Friday, February 6, 2009

So Far, So Good

The Spring is always a little slower around Desert Vista, and the beginning of the semester sometimes takes awhile to get going, but it's been a good beginning of 2009 around the Writing Lab.

I'm basing that solely on the students who have crossed our door so far. They are eager and curious and self-deprecating. That means they pay attention and ask questions. I've already had the chance to explain comma splices to some foggy-minded students, who usually need to be told that breaking words into sentences is not a bad thing, that they can still explain what they are explaining in the next sentence, or who just need a little warning to think before sprinkling commas throughout their papers.

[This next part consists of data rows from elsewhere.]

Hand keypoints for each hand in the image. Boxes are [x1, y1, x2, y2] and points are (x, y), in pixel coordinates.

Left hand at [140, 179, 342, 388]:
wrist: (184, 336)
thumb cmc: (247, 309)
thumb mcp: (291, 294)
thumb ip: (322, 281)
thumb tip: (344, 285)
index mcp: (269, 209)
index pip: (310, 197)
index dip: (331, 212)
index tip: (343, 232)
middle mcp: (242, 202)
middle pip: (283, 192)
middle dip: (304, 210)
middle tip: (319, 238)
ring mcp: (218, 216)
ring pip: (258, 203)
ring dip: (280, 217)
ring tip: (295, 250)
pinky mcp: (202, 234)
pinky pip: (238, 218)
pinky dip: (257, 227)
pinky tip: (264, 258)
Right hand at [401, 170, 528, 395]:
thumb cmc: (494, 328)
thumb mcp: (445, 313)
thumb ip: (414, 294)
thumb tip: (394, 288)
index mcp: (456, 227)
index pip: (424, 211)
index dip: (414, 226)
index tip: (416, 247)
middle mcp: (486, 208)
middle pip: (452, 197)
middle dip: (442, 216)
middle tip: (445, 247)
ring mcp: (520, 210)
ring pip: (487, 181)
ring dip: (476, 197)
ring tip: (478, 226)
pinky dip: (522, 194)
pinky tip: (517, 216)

I also had the chance to explain the ideas of rhetoric to a couple students engaged in breaking down Martin Luther King, Jr.'s "I Have a Dream" speech. Honestly, I love watching people realize that they can not only read the What of a speech or essay or book, but also the How and Why that is tucked in those same words. That's the foundation of a critical thinker.

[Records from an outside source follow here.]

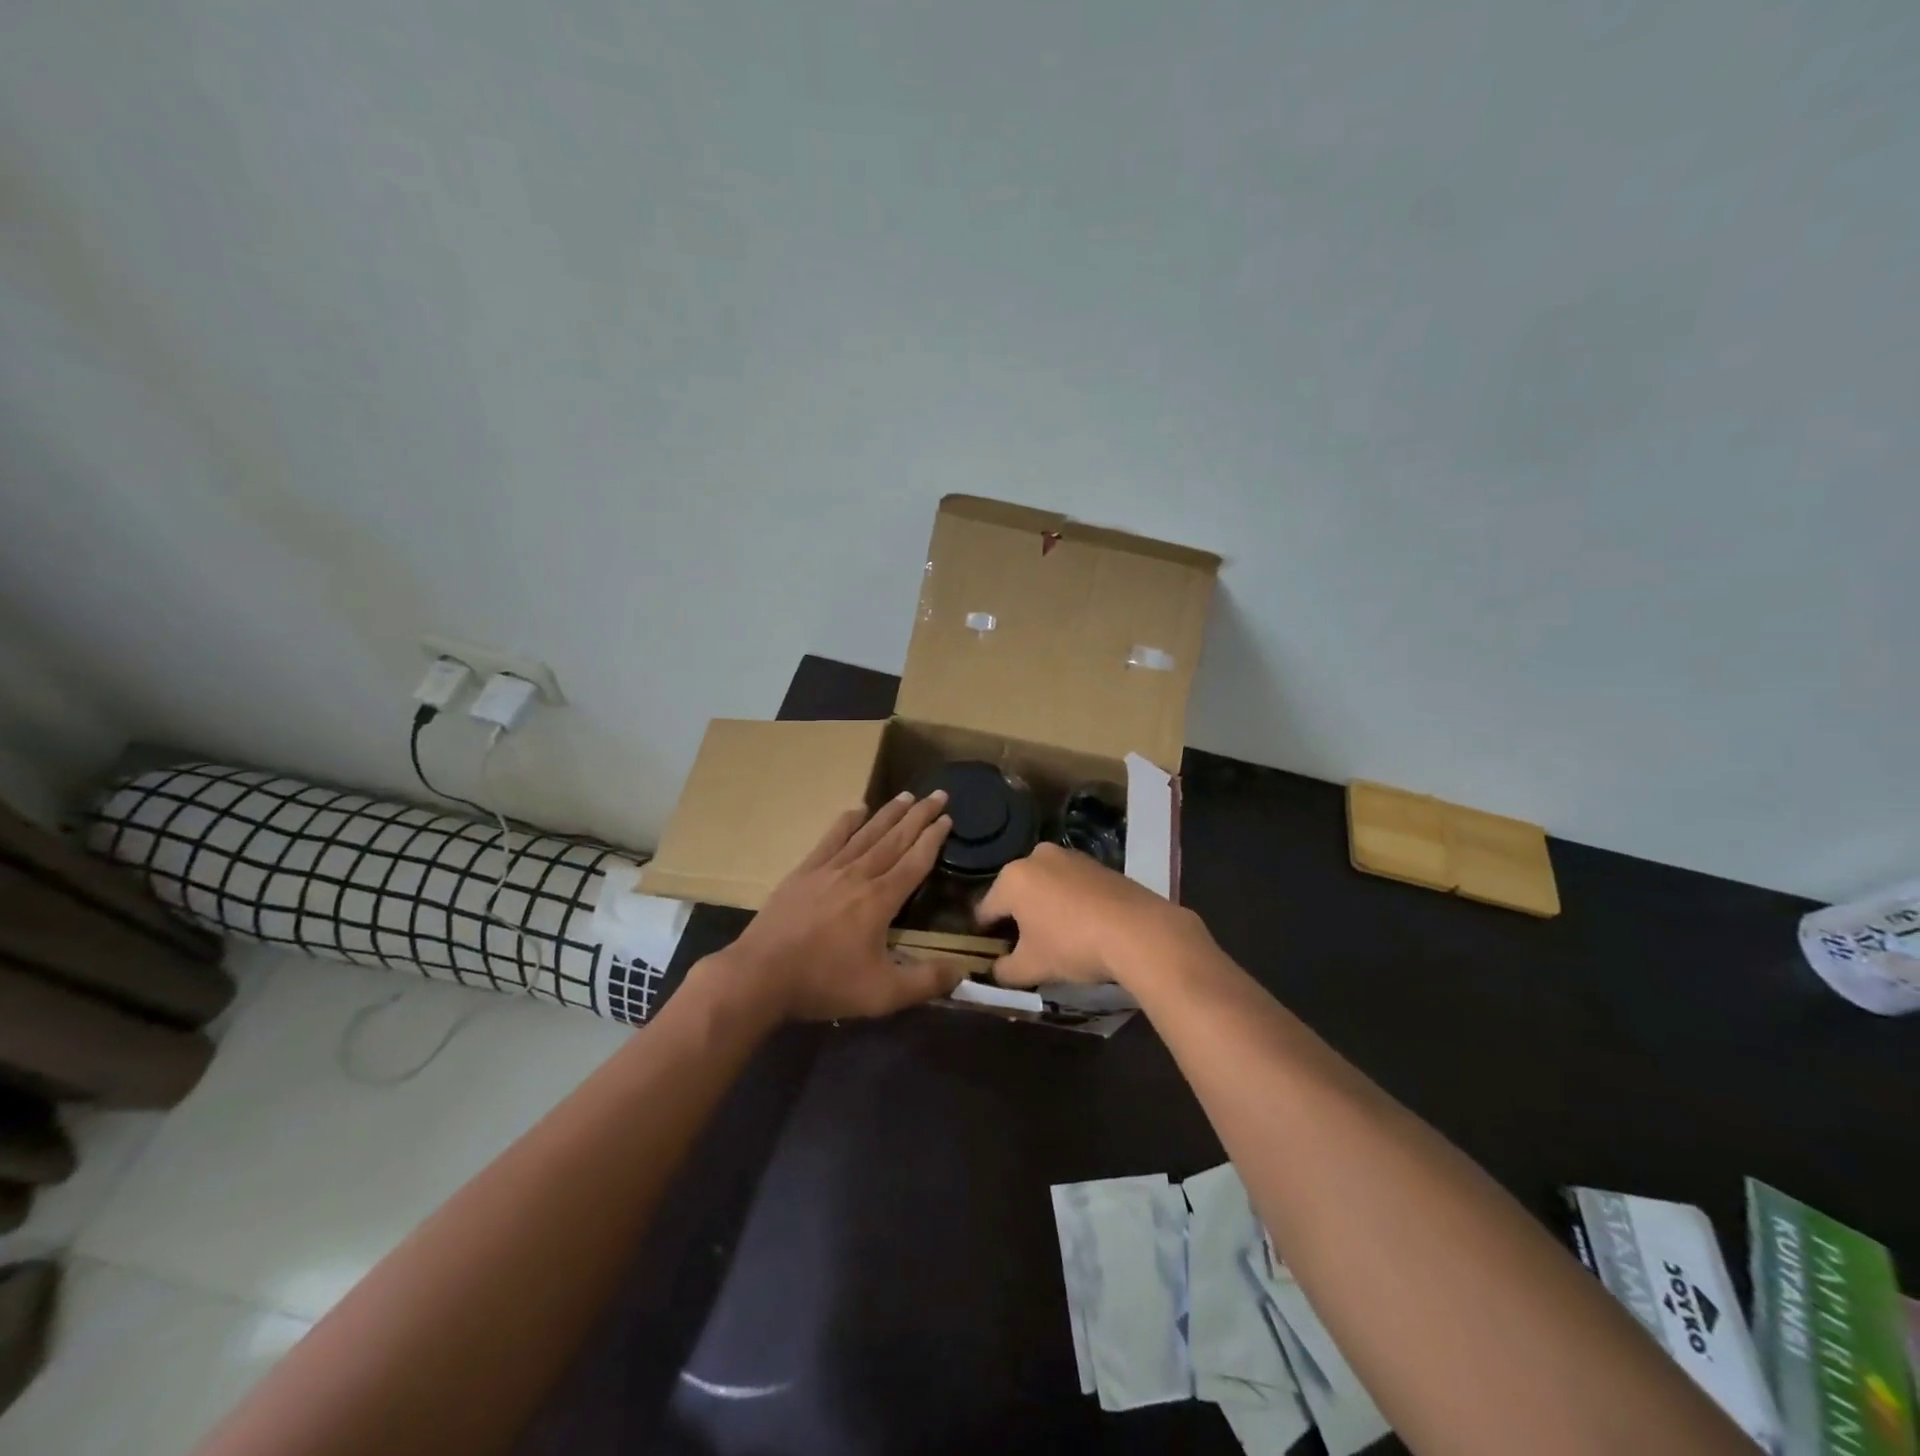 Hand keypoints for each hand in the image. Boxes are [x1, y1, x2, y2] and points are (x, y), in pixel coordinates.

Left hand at [715, 791, 967, 1021]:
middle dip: (919, 815)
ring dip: (888, 813)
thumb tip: (964, 972)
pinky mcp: (804, 873)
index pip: (915, 861)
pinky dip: (846, 823)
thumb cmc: (825, 984)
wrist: (761, 976)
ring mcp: (828, 870)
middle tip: (938, 794)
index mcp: (881, 900)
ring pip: (866, 834)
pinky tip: (857, 809)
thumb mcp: (884, 994)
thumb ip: (927, 981)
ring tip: (907, 795)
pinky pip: (831, 839)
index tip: (948, 818)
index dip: (933, 839)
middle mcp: (859, 875)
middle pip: (895, 839)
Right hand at [974, 843, 1203, 988]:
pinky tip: (1081, 924)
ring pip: (1045, 885)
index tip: (989, 950)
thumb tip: (996, 971)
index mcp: (1012, 878)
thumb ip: (1005, 970)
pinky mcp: (1097, 862)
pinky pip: (1071, 884)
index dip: (984, 933)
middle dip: (1017, 916)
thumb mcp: (1032, 967)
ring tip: (1055, 935)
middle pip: (1016, 892)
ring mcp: (1070, 856)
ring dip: (1044, 906)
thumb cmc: (1072, 945)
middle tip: (1024, 945)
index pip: (986, 909)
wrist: (1138, 931)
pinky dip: (1069, 901)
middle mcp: (1036, 857)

Early on this semester, I helped a student move from a dull summary (mistaken for description) of a movie to a lively little essay on her fish. Her refugee fish. See, she and her husband are Tucsonans via relocation from New Orleans after Hurricane Katrina. They got on a plane without knowing the destination, leaving everything, including their fish, behind in their flooded home. When they returned months later, the looters had removed everything of value but left the fish, which was just fine. It's now a Tucsonan, too.

I'm hoping the semester continues like these few early weeks.

Tuesday, January 20, 2009

January 20, 2009: A Notable Day

1. I watched Barack Obama take the Presidential Oath of Office with somewhere between 150 and 300 students, staff, and faculty here on campus. That was special. There was clapping. Much clapping. I love having a president who uses words to inspire and lead. I would love to print off his speeches and go over them with a Writing class to show them how words can be sent forth to change The Way Things Are.

2. We got an ID scanner for our sign-in computer. That's a big deal and we're thankful for it. I don't think people outside the Pima institutional behemoth will understand. We asked for this (officially) at the beginning of the Fall 08 semester. Mary Beth Ginter was our temporary VP of Instruction and, apparently, she moved things along so much so that today, the first day of Spring 09 classes, I unlocked the door and found a new computer complete with a new Accutrack program and a new scanner. To Dr. Ginter and Whoever Else Made This Happen: Thankyouthankyouthankyou. We anticipate this making the procedural part of our job much easier.

3. I overheard a conversation between Writing tutors that centered around the new film JCVD, which invovles Jean-Claude Van Damme playing Jean-Claude Van Damme, and then bloomed into a discussion of the films of Mr. Van Damme, as well as the acting prowess of Mr. Van Damme, Chuck Norris, and Stephen Seagal.